The US capital will be Cathay Pacific’s seventh American destination and the 12th-longest route in the world, according to air data firm OAG Aviation.
New direct, ultra-long-haul flights would also ease Hong Kong International Airport’s – and Cathay Pacific’s – reliance on transfer passengers, according to Polytechnic University aviation professor Achim Czerny. Air tickets are traditionally heavily discounted to lure passengers to stop over in the city, instead of taking a direct flight to their final destination.
“There is strong competition between hubs, which reduces yields,” Czerny said.
“I believe that, given the improvements in aircraft technologies, establishing long-haul non-stop flights is a good opportunity for airlines such as Cathay Pacific to serve markets with higher yield potential.”
Hong Kong’s airport is at capacity and will not get its third runway until 2024 at the earliest. And that scarcity of take-off and landing slots raises the stakes for airline bosses, Czerny said.
Cathay Pacific’s new route should help it push back against a new line of ultra-long-haul flights which threaten to take its customers away, by taking people direct when they would otherwise have transited through Hong Kong.
Qantas Airways recently dealt a blow to hub airports like Hong Kong’s, which rely on transfer passengers, unveiling Perth-London flights. The 14,498km, 17-hour flight saved passengers about three hours on a connecting Perth-Hong Kong-London service.
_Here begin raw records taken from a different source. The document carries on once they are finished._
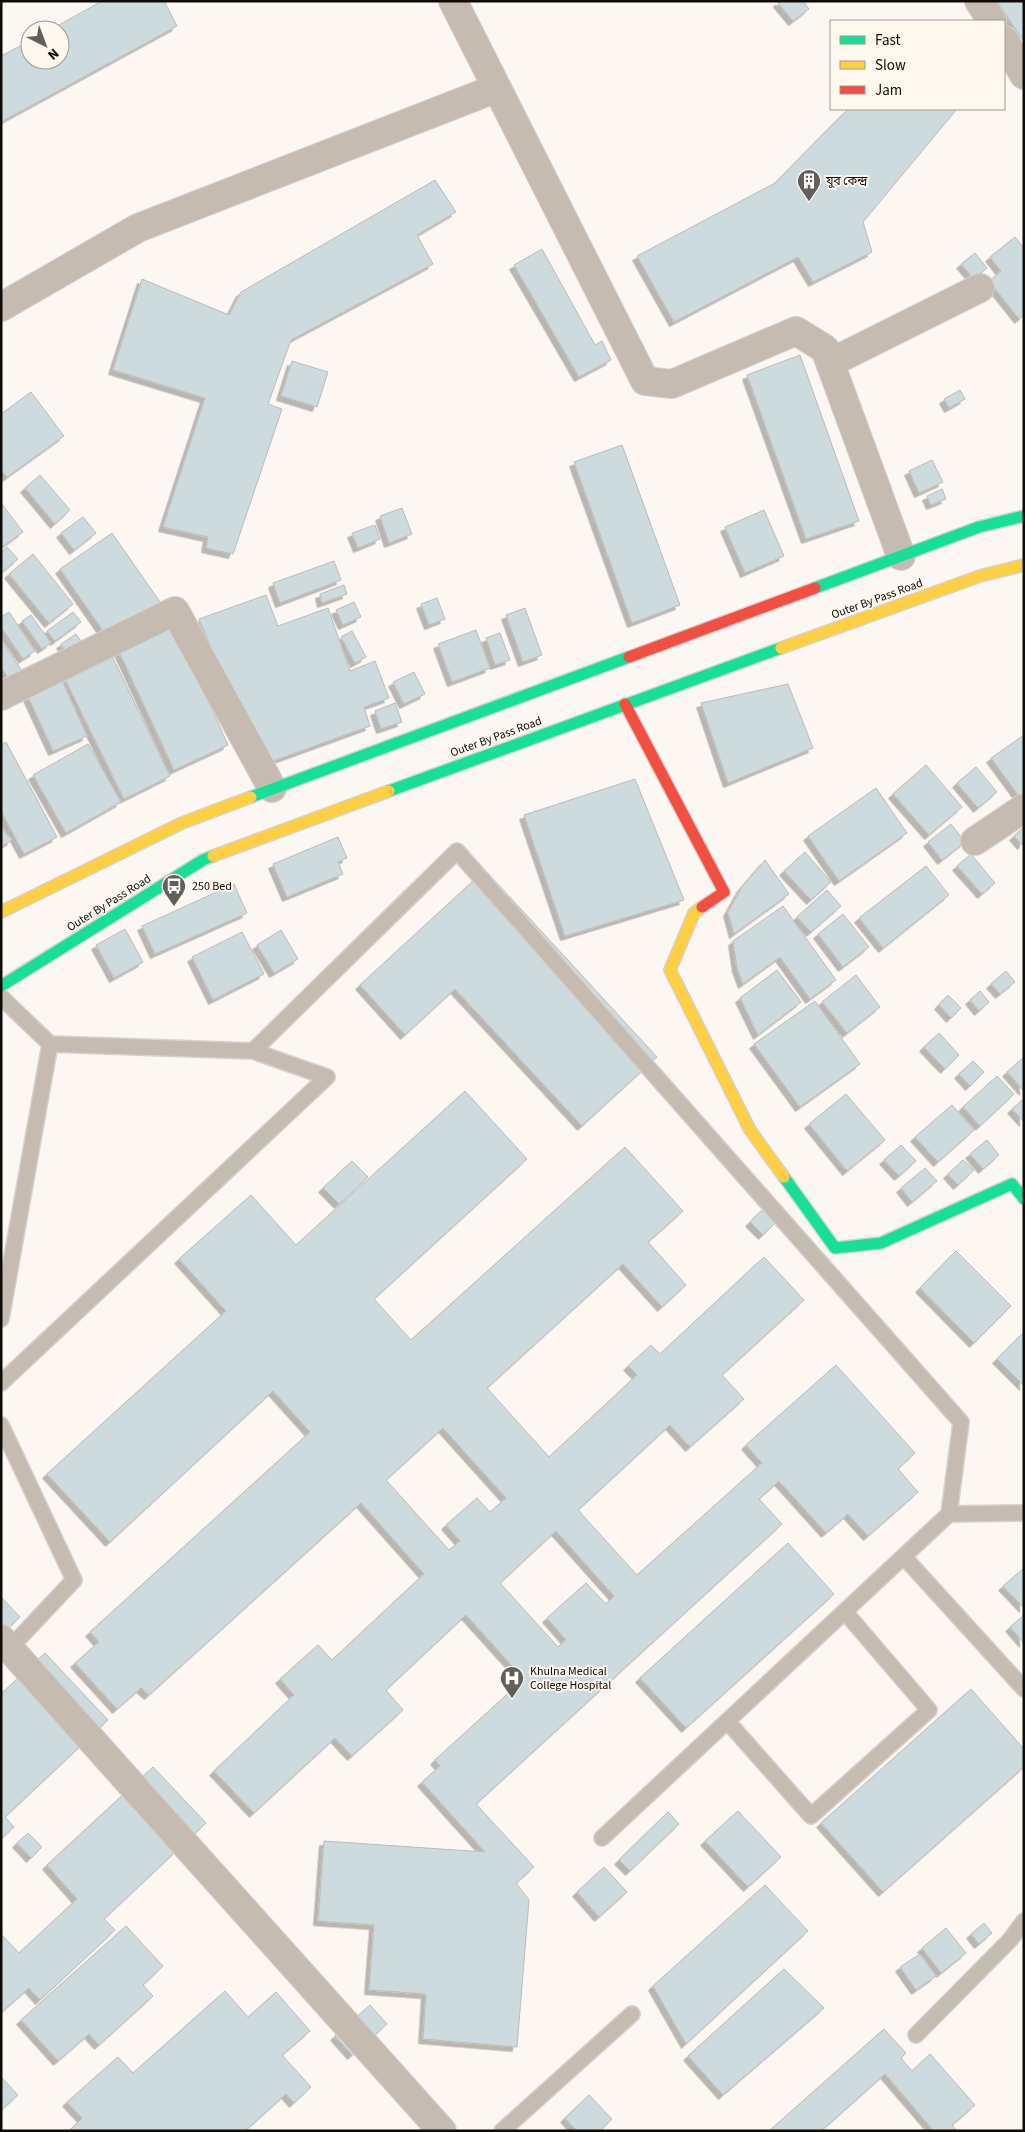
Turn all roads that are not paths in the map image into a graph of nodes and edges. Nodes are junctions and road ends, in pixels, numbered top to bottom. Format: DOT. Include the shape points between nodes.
graph roads {
  1 [pos="453,1"];
  2 [pos="979,1"];
  3 [pos="991,20"];
  4 [pos="1005,42"];
  5 [pos="1024,75"];
  6 [pos="497,88"];
  7 [pos="980,288"];
  8 [pos="1,307"];
  9 [pos="830,364"];
  10 [pos="1024,516"];
  11 [pos="901,556"];
  12 [pos="1024,565"];
  13 [pos="1,696"];
  14 [pos="625,704"];
  15 [pos="272,788"];
  16 [pos="1024,808"];
  17 [pos="975,841"];
  18 [pos="1,912"];
  19 [pos="1,986"];
  20 [pos="1,997"];
  21 [pos="50,1044"];
  22 [pos="253,1051"];
  23 [pos="1024,1199"];
  24 [pos="1,1318"];
  25 [pos="1,1383"];
  26 [pos="1,1425"];
  27 [pos="1024,1513"];
  28 [pos="949,1514"];
  29 [pos="904,1557"];
  30 [pos="845,1612"];
  31 [pos="6,1644"];
  32 [pos="1024,1689"];
  33 [pos="727,1721"];
  34 [pos="602,1838"];
  35 [pos="1024,1921"];
  36 [pos="632,2014"];
  37 [pos="916,2035"];
  38 [pos="442,2131"];
  39 [pos="502,2131"];
  1 -- 6 [label="street"];
  2 -- 3 [label="street"];
  4 -- 5 [label="street"];
  6 -- 8 [label="street" via="138,228"];
  6 -- 9 [label="street" via="645,381 672,384 796,331 825,349"];
  7 -- 9 [label="street"];
  9 -- 11 [label="street"];
  10 -- 11 [label="main road" via="980,527"];
  11 -- 15 [label="main road"];
  12 -- 14 [label="main road, Outer By Pass Road" via="980,576"];
  13 -- 15 [label="street" via="176,611"];
  14 -- 19 [label="main road, Outer By Pass Road" via="203,860"];
  14 -- 23 [label="main road" via="724,892 694,913 670,970 750,1130 835,1248 881,1243 1012,1184"];
  15 -- 18 [label="main road" via="182,823"];
  16 -- 17 [label="street"];
  20 -- 21 [label="lane"];
  21 -- 22 [label="lane"];
  21 -- 24 [label="lane"];
  22 -- 25 [label="lane" via="328,1077"];
  22 -- 28 [label="lane" via="457,851 961,1422"];
  26 -- 31 [label="lane" via="74,1580"];
  27 -- 28 [label="lane"];
  28 -- 29 [label="lane"];
  29 -- 30 [label="lane"];
  29 -- 32 [label="lane"];
  30 -- 33 [label="lane"];
  30 -- 33 [label="lane" via="929,1710 811,1816"];
  31 -- 38 [label="street"];
  33 -- 34 [label="lane"];
  35 -- 37 [label="lane" via="1010,1940"];
  36 -- 39 [label="lane"];
}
Qantas has ambitions to go even longer, with Sydney-London flights.
And Singapore Airlines recently started flying from Singapore to San Francisco non-stop, which comes in at 13,593km and 17 hours 15 minutes. The carrier still runs its Singapore-Hong Kong-San Francisco service.
The newer ultra-long-haul flights have been made possible by the fuel-efficient Airbus A350 – which has a maximum range of 15,000km – and the Boeing 787, which can fly 14,140km.
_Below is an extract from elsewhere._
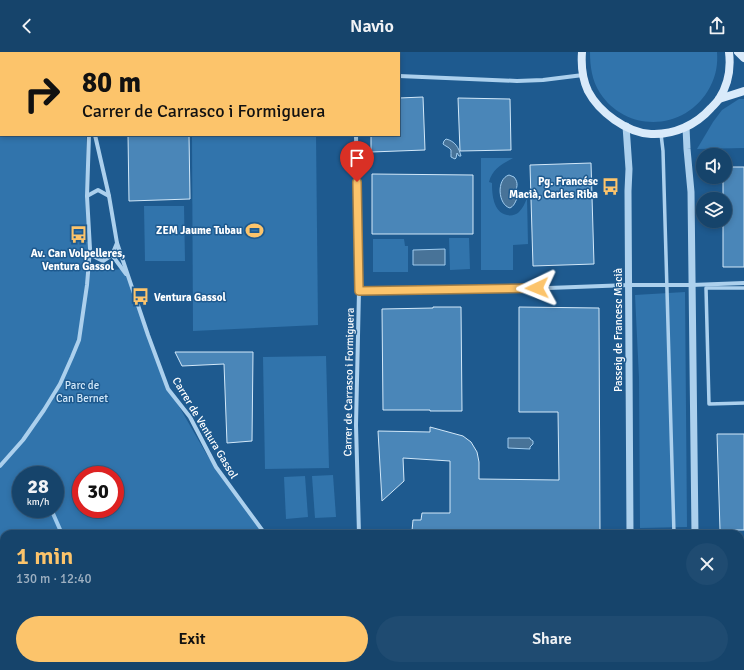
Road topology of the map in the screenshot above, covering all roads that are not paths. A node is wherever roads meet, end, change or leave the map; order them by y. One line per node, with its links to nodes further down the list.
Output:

An even longer-range A350 aircraft, capable of 18,000km in one go, is set to take flight next year. Singapore Airlines intends to use that plane to grab the “longest flight in the world” title, restarting non-stop flights from the city state to New York, signalling a return for flights of more than 18 hours. The carrier axed the non-stop New York flights in 2003, when high fuel prices made them uneconomical.
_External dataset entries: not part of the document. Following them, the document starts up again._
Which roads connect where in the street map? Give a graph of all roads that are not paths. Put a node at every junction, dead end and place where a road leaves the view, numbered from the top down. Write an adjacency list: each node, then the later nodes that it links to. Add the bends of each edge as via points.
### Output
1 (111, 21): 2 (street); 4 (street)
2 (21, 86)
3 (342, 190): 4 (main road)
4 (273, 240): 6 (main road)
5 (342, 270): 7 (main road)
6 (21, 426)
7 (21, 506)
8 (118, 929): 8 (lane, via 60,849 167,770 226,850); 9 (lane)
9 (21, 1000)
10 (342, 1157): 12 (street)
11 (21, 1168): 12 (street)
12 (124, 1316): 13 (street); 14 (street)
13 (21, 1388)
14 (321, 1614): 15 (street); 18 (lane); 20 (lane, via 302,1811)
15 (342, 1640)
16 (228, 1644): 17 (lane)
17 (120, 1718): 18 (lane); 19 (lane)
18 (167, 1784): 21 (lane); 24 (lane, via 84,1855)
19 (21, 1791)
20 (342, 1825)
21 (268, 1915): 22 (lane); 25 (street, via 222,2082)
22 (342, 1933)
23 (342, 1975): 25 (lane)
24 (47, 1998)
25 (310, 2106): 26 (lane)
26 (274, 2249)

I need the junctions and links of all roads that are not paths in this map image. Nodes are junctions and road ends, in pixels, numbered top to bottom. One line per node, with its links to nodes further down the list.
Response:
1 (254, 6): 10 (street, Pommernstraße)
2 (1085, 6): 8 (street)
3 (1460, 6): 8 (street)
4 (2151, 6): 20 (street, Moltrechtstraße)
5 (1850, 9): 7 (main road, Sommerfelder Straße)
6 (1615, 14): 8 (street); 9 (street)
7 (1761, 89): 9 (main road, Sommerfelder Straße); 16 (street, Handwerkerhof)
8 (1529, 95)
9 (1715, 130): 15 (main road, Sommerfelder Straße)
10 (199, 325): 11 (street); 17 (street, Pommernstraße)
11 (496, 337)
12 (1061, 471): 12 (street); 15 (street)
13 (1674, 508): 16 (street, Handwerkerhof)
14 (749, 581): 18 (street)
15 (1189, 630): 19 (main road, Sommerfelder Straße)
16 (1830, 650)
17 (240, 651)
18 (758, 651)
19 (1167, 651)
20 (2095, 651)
The longest distance currently covered by a commercial flight is the 14,535km between Auckland and Doha, plied by Qatar Airways.
“With a competitive market thanks to the fast-growing Middle East and [mainland] Chinese airlines, now is the time for carriers to launch these new, ultra-long-haul routes, to be able to offer unique non-stop services,” Ellis Taylor, Asia finance editor at industry publication Flight Global, said.
He said he expected Cathay Pacific to open up more similarly long routes to blunt the competition. Miami and Mexico City are two ultra-long-haul destinations seen as attractive to Cathay Pacific, and could be reached from Hong Kong by more advanced aircraft.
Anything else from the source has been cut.